One problem in this is that we can be sucked into some negative patterns of projected embodiment: think of the smartphone pulling your whole body into a small box as you use it. Check in with that some time! What is your breating like when you’re doing that? Can you turns your neck freely. How well can you feel released and connected to the ground or chair that you’re in? Have you kept that ‘seat of your pants’ sense of ease in your pelvis described above? Is there a way to keep that felt sense of ease while you manipulate the smartphone, tablet, lap or desktop tool at your disposal?

This meditation brings up deeper questions for me about child development and how, perhaps, we learn to embody emotion through experiencing and learning from parents, siblings and people and situations in our environment. This will be probably modulated by our “mirror neurons”, which we like all mammals are gifted with. They allow us to navigate all kinds of existential and social/psychological situations through a similar process to the projected embodiment idea: ‘when I see this in her body (perhaps, for example, a stiff neck in the walk towards me of an angry mother getting ready to censor punish me). I will look at that in a later piece, hopefully.

Meditation and Emotions

Sitting in meditation again today, on a piano stool that is padded and about an inch and half higher than my knees, allowing my hip joints to breathe and stay relaxed. Breathing through the soles of my feet, backs of knees, pelvic floor, respiratory diaphragm, that/thoracic outlet, floor of mouth, roof of brain ( in my imagination), and allowing the gentle openings and closings at my jaw ( lips closed) and armpits/arms/wrists/palms. I don’t do nay fancy imagery most of the time. Just stay in awareness of my body. Thoughts come ( and boy, do they ever) and eventually I recover and come back to body awareness again. Until the next stream of thoughts. It’s not perfect, and can be frustrating at times. Lately though, a warmth has come in though my belly/low back, chest/heart, lips and near my nose, lil a gentle tingling sensation. I have a nice story about this: I believe, for now, that as I get stronger in my mediation practice, the tonus in my ventral vagus which mediates the parasympathetic nervous system. This is the rest, digest, contentment, satisfaction aspect of our autonomic or involuntary nervous system. The ventral vagus nerve is also associated with our ability to resonant with others in social situations, and is very strongly associated with our sense of expression though the voice, and the muscles and awareness of the face and forehead regions. It is one way that we project our feelings to the world and read those of others. I’m sure many of you have heard that we experience a lot of our emotions through the muscles/tissues of the face, and that freezing them through botox can also make us feel more ‘flat’ emotionally.

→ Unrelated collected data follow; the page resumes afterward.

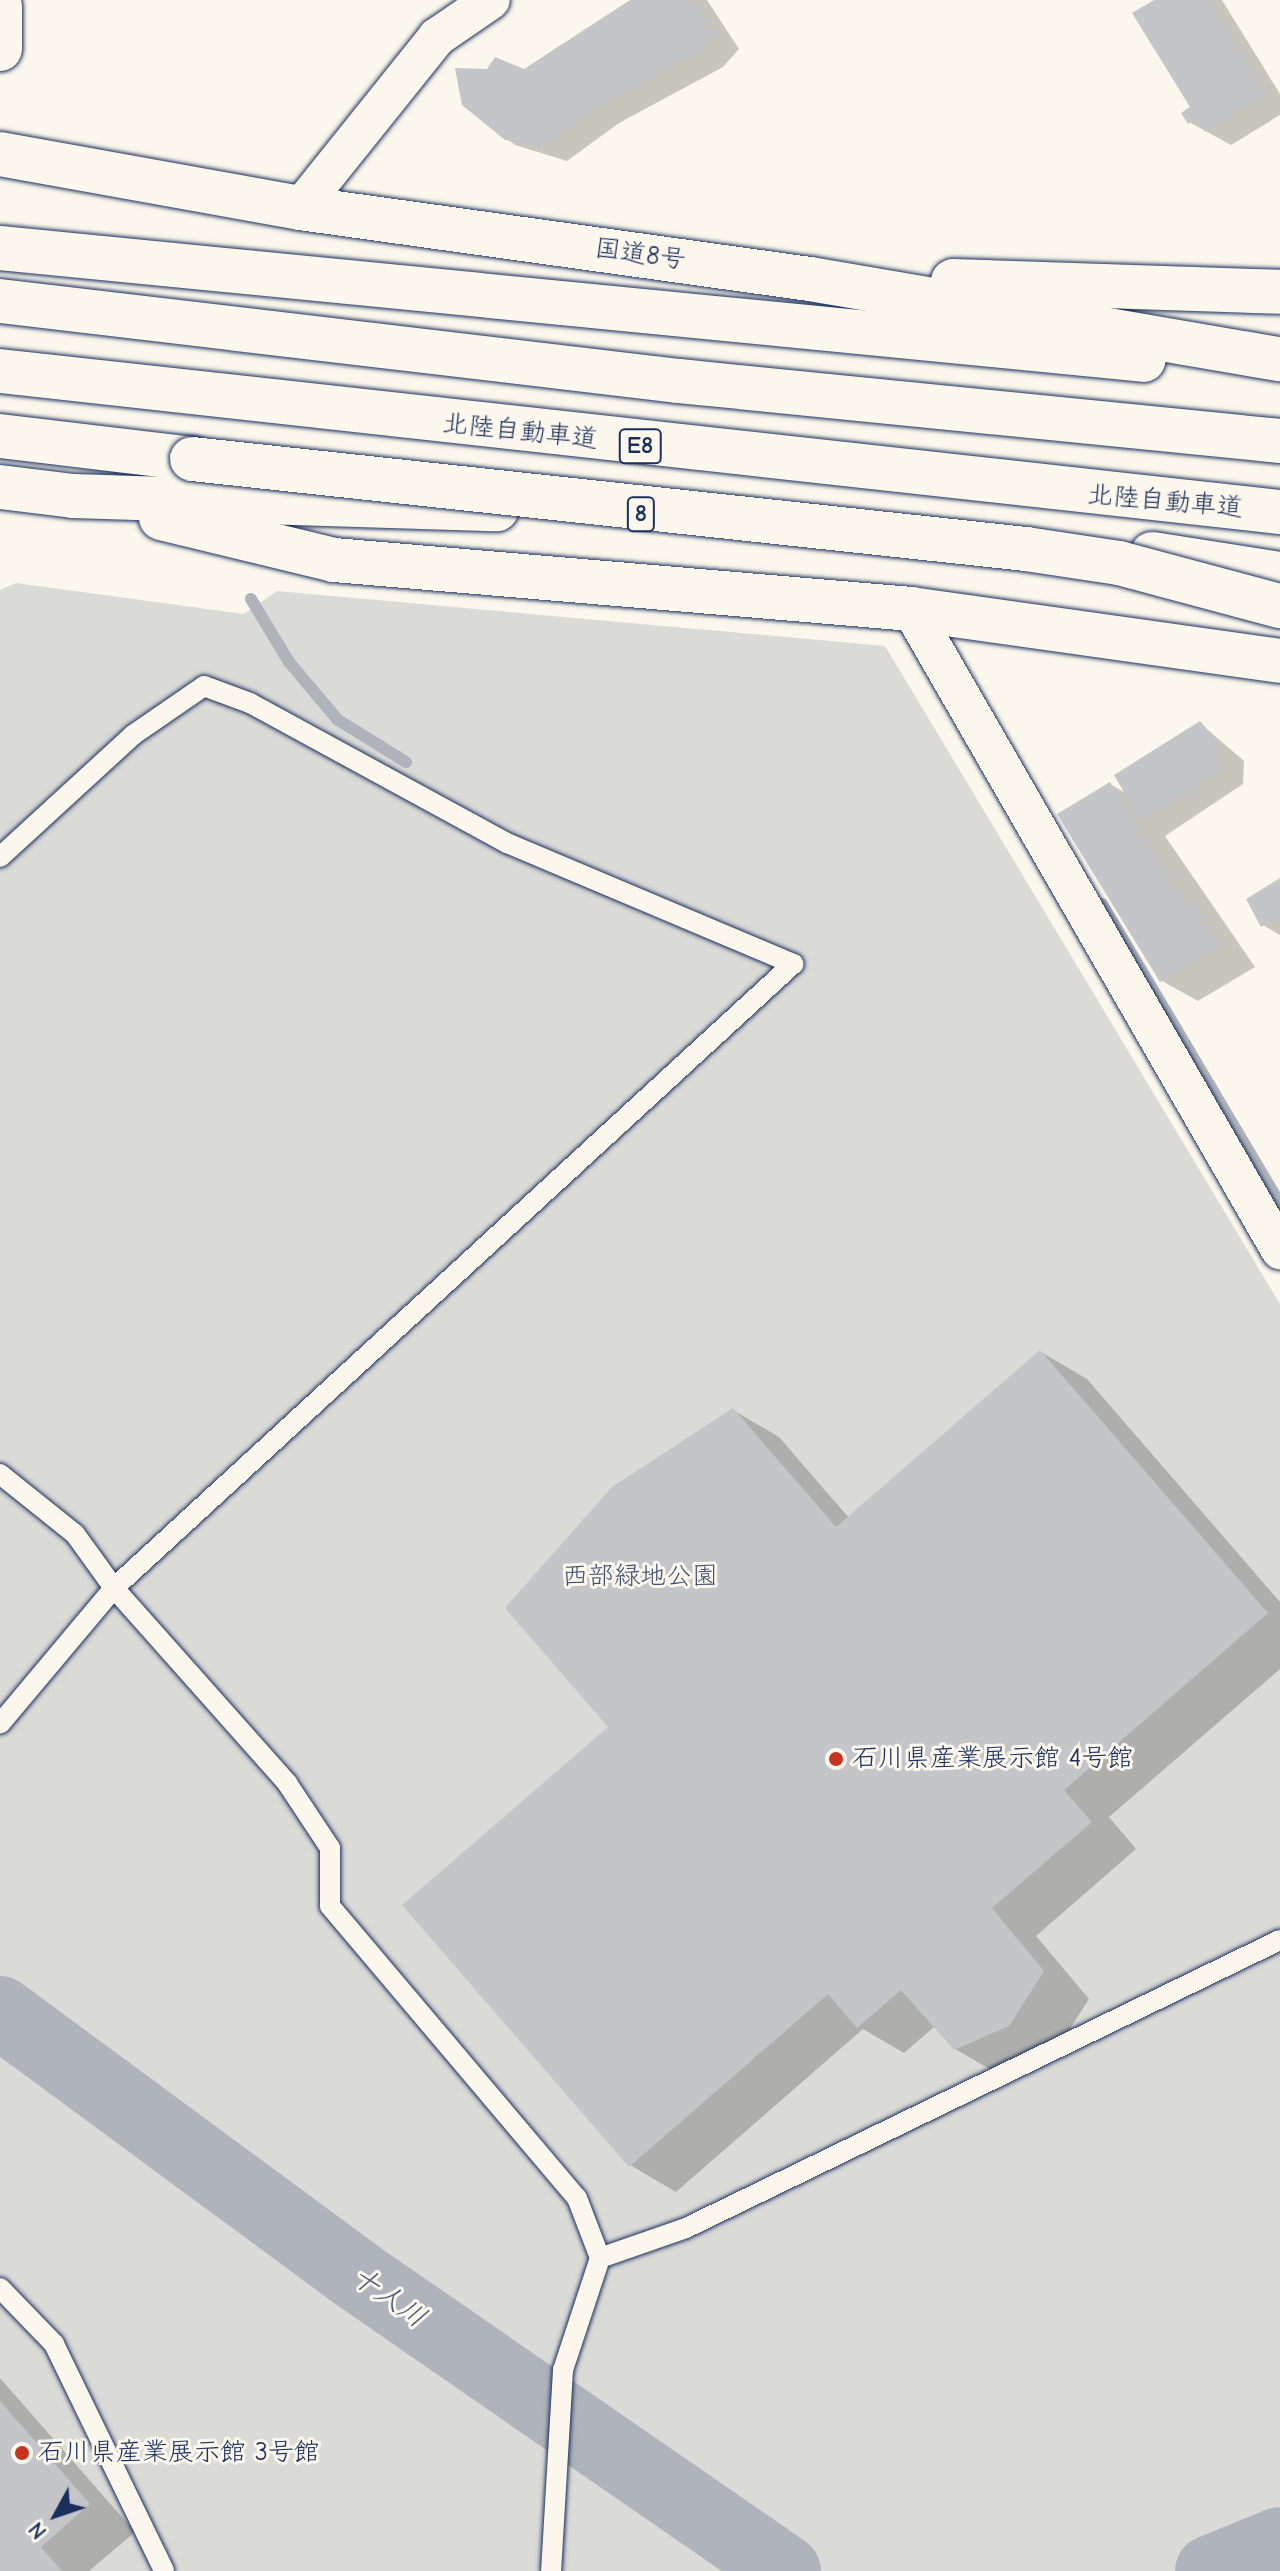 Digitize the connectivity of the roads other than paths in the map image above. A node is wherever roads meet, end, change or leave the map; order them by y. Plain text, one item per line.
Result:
1 (491, 0) edge
2 (0, 6) edge
3 (0, 49) edge
4 (0, 154) edge
5 (300, 208) junction
6 (0, 248) edge
7 (810, 279) junction
8 (1280, 292) edge
9 (0, 301) edge
10 (1280, 359) edge
11 (1280, 366) edge
12 (0, 371) edge
13 (0, 436) edge
14 (1280, 441) edge
15 (0, 487) edge
16 (73, 496) junction
17 (1280, 512) edge
18 (1280, 574) edge
19 (1280, 606) edge
20 (911, 609) junction
21 (1280, 661) edge
22 (0, 857) edge
23 (1280, 1250) edge
24 (0, 1474) edge
25 (114, 1588) junction
26 (0, 1724) edge
27 (1280, 1940) edge
28 (600, 2258) junction
29 (0, 2288) edge
30 (164, 2571) edge
31 (551, 2571) edge

1 - 5 street
2 - 3 main road
4 - 5 main road, 国道8号
5 - 7 main road, 国道8号
6 - 11 main road
7 - 8 main road
7 - 10 main road, 国道8号
9 - 14 main road
12 - 17 main road, 北陸自動車道 / E8
13 - 19 main road, bridge
15 - 16 main road, 8
16 - 18 main road, 8
16 - 20 main road
20 - 21 main road
20 - 23 street
22 - 25 lane
24 - 25 lane
25 - 26 lane
25 - 28 lane
27 - 28 lane
28 - 31 lane
29 - 30 lane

In like fashion, we sense emotion through “introspection” or inner sensing into the heart, lungs, stomach, intestines and all the rest. I could dig up a link on this research, but I know it’s out there. Anyway, these organs are also modulated by the vagus nerve, especially the heart. So, this is one reason, I believe, that meditation helps keep me emotionally more stable and happy ( and makes me wish now that I’d never stopped – and started again, and stopped again, etc).
Or, it could all just be male menopause. Looking that up now ( something about an “androflash” I think.)